▶ _TASK OBJECTIVE_
Wherever "button" shows up in the records below, copy the whole line.

▶ _EXERCISE MATERIALS_
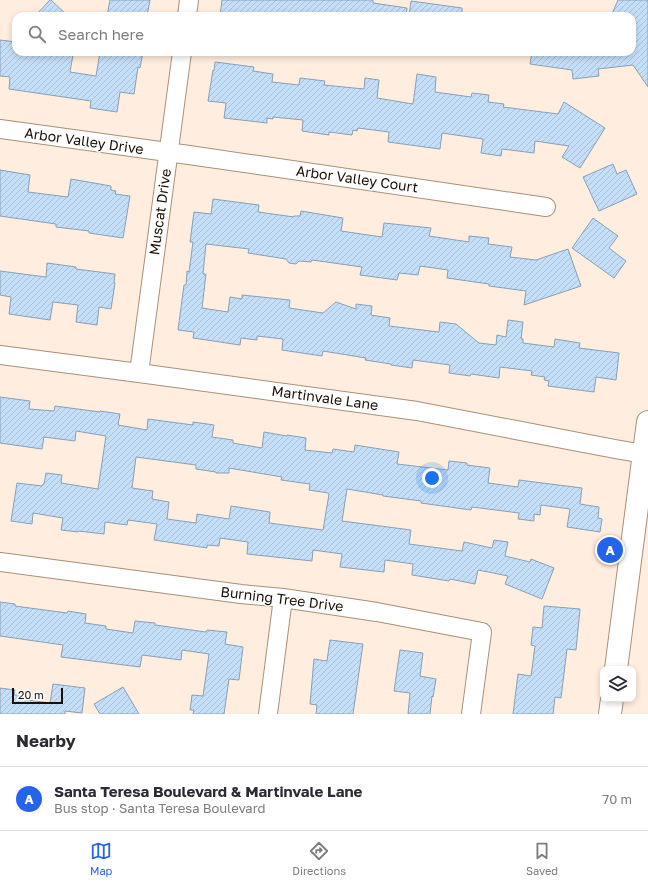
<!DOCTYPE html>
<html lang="en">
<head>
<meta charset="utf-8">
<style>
	:root { --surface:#fff; --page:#f2f2f3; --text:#2b2b33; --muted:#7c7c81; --line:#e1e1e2; --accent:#2563eb }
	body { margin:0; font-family:"Golos Text",sans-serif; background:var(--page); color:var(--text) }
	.controls { position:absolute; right:12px; bottom:12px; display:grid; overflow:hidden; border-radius:8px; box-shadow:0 2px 6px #0003 }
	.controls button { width:36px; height:36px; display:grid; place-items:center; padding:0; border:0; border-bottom:1px solid var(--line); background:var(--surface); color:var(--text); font:20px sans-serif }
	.scale { position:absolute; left:12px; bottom:10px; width:51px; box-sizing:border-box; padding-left:4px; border:2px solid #1a1008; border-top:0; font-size:11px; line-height:14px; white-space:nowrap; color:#1a1008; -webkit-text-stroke:3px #fefefe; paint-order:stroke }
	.you { position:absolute; left:432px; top:478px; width:14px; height:14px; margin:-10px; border:3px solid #fff; border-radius:50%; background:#1a73e8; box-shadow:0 0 0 6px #1a73e833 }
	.badge { display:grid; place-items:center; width:26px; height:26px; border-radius:50%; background:var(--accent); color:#fff; font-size:13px; font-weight:700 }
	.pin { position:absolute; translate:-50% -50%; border:2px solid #fff; box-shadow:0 1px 4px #0006 }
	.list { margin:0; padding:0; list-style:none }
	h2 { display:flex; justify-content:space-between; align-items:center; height:52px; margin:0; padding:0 16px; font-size:17px }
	h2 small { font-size:13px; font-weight:400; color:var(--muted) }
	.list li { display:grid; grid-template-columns:26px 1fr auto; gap:12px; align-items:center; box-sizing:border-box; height:64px; padding:0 16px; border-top:1px solid var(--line) }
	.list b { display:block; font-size:15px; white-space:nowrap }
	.list p { margin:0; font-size:13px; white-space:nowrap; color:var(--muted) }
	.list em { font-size:13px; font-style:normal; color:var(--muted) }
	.icon { flex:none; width:22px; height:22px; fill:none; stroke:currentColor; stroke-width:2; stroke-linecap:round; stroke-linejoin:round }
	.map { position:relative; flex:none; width:648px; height:714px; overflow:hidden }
	.search { position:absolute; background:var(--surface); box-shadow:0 2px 6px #0003; left:12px; right:12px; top:12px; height:44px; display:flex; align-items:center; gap:10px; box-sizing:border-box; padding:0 14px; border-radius:12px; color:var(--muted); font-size:15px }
	.sheet { height:116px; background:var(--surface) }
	nav { display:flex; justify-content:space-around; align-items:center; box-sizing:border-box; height:56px; border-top:1px solid var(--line); background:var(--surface); font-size:11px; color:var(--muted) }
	nav a { display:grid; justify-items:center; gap:2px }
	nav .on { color:var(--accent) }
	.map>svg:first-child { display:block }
	.building { fill:url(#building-hatch); stroke:#879fb7; fill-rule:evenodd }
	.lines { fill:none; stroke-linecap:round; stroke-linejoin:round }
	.street-casing { stroke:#a98f78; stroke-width:20 }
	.secondary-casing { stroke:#a98f78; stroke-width:24 }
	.street { stroke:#fff; stroke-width:18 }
	.secondary { stroke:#fff; stroke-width:22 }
	.labels { text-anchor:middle; stroke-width:3; stroke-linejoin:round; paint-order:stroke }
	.street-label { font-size:14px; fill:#1a1008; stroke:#fefefe }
</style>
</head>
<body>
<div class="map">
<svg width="648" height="714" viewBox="0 0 648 714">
	<defs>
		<pattern id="building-hatch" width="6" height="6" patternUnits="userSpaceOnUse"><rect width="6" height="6" fill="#c6dff9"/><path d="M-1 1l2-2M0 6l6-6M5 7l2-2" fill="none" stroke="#aabed4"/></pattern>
	</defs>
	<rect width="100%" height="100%" fill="#ffeedf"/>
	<path class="building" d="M50 0H51L68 16H35Z
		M110 0H150L147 16H107Z
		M222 0H373V3L407 8 406 16H220Z
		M618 0H648V87L633 65 598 69 599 76 573 79 572 70 530 64 532 52H632V16H611Z
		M411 1 462 8V16H409Z
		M0 40 16 42V52H25L52 56 53 53 73 55 70 72 96 76 100 52H143L140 68 138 67 134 94 120 92 117 112 90 108 91 101 9 89 10 77 0 76Z
		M215 62 254 67 253 71 273 74 272 82 299 85 300 78 325 81 324 85 364 89 365 78 379 80 377 98 413 104 417 74 436 77 435 92 471 97 472 93 489 95 488 102 504 104 503 107 558 114 564 102 605 128 580 168 562 157 569 146 535 141 534 153 502 149 501 156 481 153 483 139 442 133 440 149 388 142 389 132 358 128 357 131 353 130 352 135 329 132V135L302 131 303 120 273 117V119L267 118V123L224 118 226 103 208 101 213 70 214 71Z
		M613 164 617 174 626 170 637 194 599 211 583 177Z
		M0 170 30 175 28 192 68 197 71 179 111 186V190L116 191 115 194 130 196 123 238 89 233V231L56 227V224L0 216Z
		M213 199 259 205 258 212 294 217V216H300L301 211 343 218 341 231 382 237 384 223 431 228 429 236 469 242V236L489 238 488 244 512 247 510 257 536 260 568 249 581 286 524 305 526 291 489 286V284L447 278 448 270 420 266 418 275 399 273 397 280 360 275 362 267 312 260 311 262 299 261 296 264 289 263 286 259 248 253 249 249 206 244 203 274H206L202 308 228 312 230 297 242 299V295L290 300 289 308 323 313 336 302 356 309V304L372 306 371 315 390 318 389 326 439 332 440 322 456 324 479 343 496 345 497 335 506 337 508 320 523 322 521 339H523V343L554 347 555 339 580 343 579 348 619 353 616 380 596 377 594 392 548 386 549 381 544 380 545 377 531 375 532 371 500 367 499 378 471 374 470 376 449 373 450 365 413 360 412 368 391 365V364L365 360 366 358 323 351 322 356 282 350 283 339 257 336V340L241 338 240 345 193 338 194 332 178 330 184 285H186L187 271 189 272 193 242H190L194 212 211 214Z
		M593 218 618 236 609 248 626 261 614 278 572 248Z
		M47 263 76 267V269L115 274 114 283H115L111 309 99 307 97 325 76 322 78 305 53 302 50 320 9 314 11 297 0 295V271L46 277Z
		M0 397 30 401 29 409 54 411 55 406 100 412V411L120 414 118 425 147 430 148 419 193 425V422L214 425 212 437 233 440V443L262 448 264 432 287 436V435L306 438 305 450 332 453 333 449 354 452 355 445 399 452 397 464 448 470 449 461 467 463V465L490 468 488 483 518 487 519 480 582 488 580 504 599 507 598 518 602 519 600 532 567 527 570 509 541 505 540 515 534 514V521L518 519 519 513 472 507 471 510 421 503V501L383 496V495L347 489 342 521 411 530 409 544 462 551 464 542 492 548 494 540 508 542 505 556 530 562 531 559 554 568 542 599 505 584 508 576 478 570 475 584 450 579 449 581 412 575 413 564 385 560 384 572 340 567 342 554 313 550 312 561 247 554 248 542 220 538 219 546 207 545V548L154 540 157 524 128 520 127 525 105 522 104 534 78 531V532L61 530 63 518 33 513 32 524 11 521 17 483 42 486 43 484H44L46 473 62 475 61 483 98 489 106 436 76 431 75 441 44 437 42 449 0 443ZM136 457 196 465V469L216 472V473H229V468L282 477 281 480 310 484 309 490 328 493 329 494 323 530 269 523 270 512 231 506 229 519 197 514 196 523 167 519 169 502 152 499 153 491 132 488Z
		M0 602 15 604V606L67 613 68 611 86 614 85 623 106 626V629L133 633 135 621 155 623V625L206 632 207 630 227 632 225 644 243 647 239 680 229 679 224 714H193L194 710H190L192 695 203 696 209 654 182 650 181 660 142 655 140 667 61 657 63 645 0 636Z
		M544 606 580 609 576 650 567 649 561 698 555 697 553 714H513L518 674 531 676 535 646 531 645 533 627 542 628Z
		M330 640 363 644 353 714H316L317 705 310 704 314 659 327 661Z
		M400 650 423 653 420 676 436 679 433 697 432 696 430 714H408L410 693 394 691Z
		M53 684 85 688 82 713 65 711V714H0V688L15 690 14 695H21L20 699 50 703Z
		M123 687 139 714H100L94 704Z"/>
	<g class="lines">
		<g class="street-casing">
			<path id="street" d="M187 16 189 0
				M0 129 189 155 546 207
				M0 355 139 373 417 411 615 449 644 454 648 453
				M139 373 182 52
				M0 562 241 594 283 598 377 612 482 632 471 714
				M268 714 283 598"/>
		</g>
		<g class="secondary-casing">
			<path id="secondary" d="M616 669 648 422
				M610 714 612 699"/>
		</g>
		<use href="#street" class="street"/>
		<use href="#secondary" class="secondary"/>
	</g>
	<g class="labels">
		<g class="street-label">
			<text transform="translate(84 141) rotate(8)" y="5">Arbor Valley Drive</text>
			<text transform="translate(357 179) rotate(8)" y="5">Arbor Valley Court</text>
			<text transform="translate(160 212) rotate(-82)" y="5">Muscat Drive</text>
			<text transform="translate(325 398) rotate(8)" y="5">Martinvale Lane</text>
			<text transform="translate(282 599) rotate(7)" y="5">Burning Tree Drive</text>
		</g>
	</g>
</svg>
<div class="controls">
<button><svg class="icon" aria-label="layers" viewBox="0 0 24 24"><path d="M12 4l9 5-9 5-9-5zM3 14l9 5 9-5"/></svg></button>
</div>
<div class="scale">20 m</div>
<div class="you"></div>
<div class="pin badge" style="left:610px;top:550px">A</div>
<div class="search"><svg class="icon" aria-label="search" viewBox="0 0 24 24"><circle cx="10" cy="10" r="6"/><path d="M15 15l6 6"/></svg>Search here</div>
</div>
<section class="sheet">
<h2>Nearby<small></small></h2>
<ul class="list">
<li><span class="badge">A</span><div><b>Santa Teresa Boulevard &amp; Martinvale Lane</b><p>Bus stop · Santa Teresa Boulevard</p></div><em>70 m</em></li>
</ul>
</section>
<nav>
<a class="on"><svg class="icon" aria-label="map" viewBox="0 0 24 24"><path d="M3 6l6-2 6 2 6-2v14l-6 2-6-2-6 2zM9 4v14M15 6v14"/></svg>Map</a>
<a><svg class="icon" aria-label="directions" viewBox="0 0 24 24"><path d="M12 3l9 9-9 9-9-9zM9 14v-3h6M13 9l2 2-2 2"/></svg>Directions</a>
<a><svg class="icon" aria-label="saved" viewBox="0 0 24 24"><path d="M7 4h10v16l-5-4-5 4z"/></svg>Saved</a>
</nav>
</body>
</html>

▶ _REPLY_
	.controls button { width:36px; height:36px; display:grid; place-items:center; padding:0; border:0; border-bottom:1px solid var(--line); background:var(--surface); color:var(--text); font:20px sans-serif }
<button><svg class="icon" aria-label="layers" viewBox="0 0 24 24"><path d="M12 4l9 5-9 5-9-5zM3 14l9 5 9-5"/></svg></button>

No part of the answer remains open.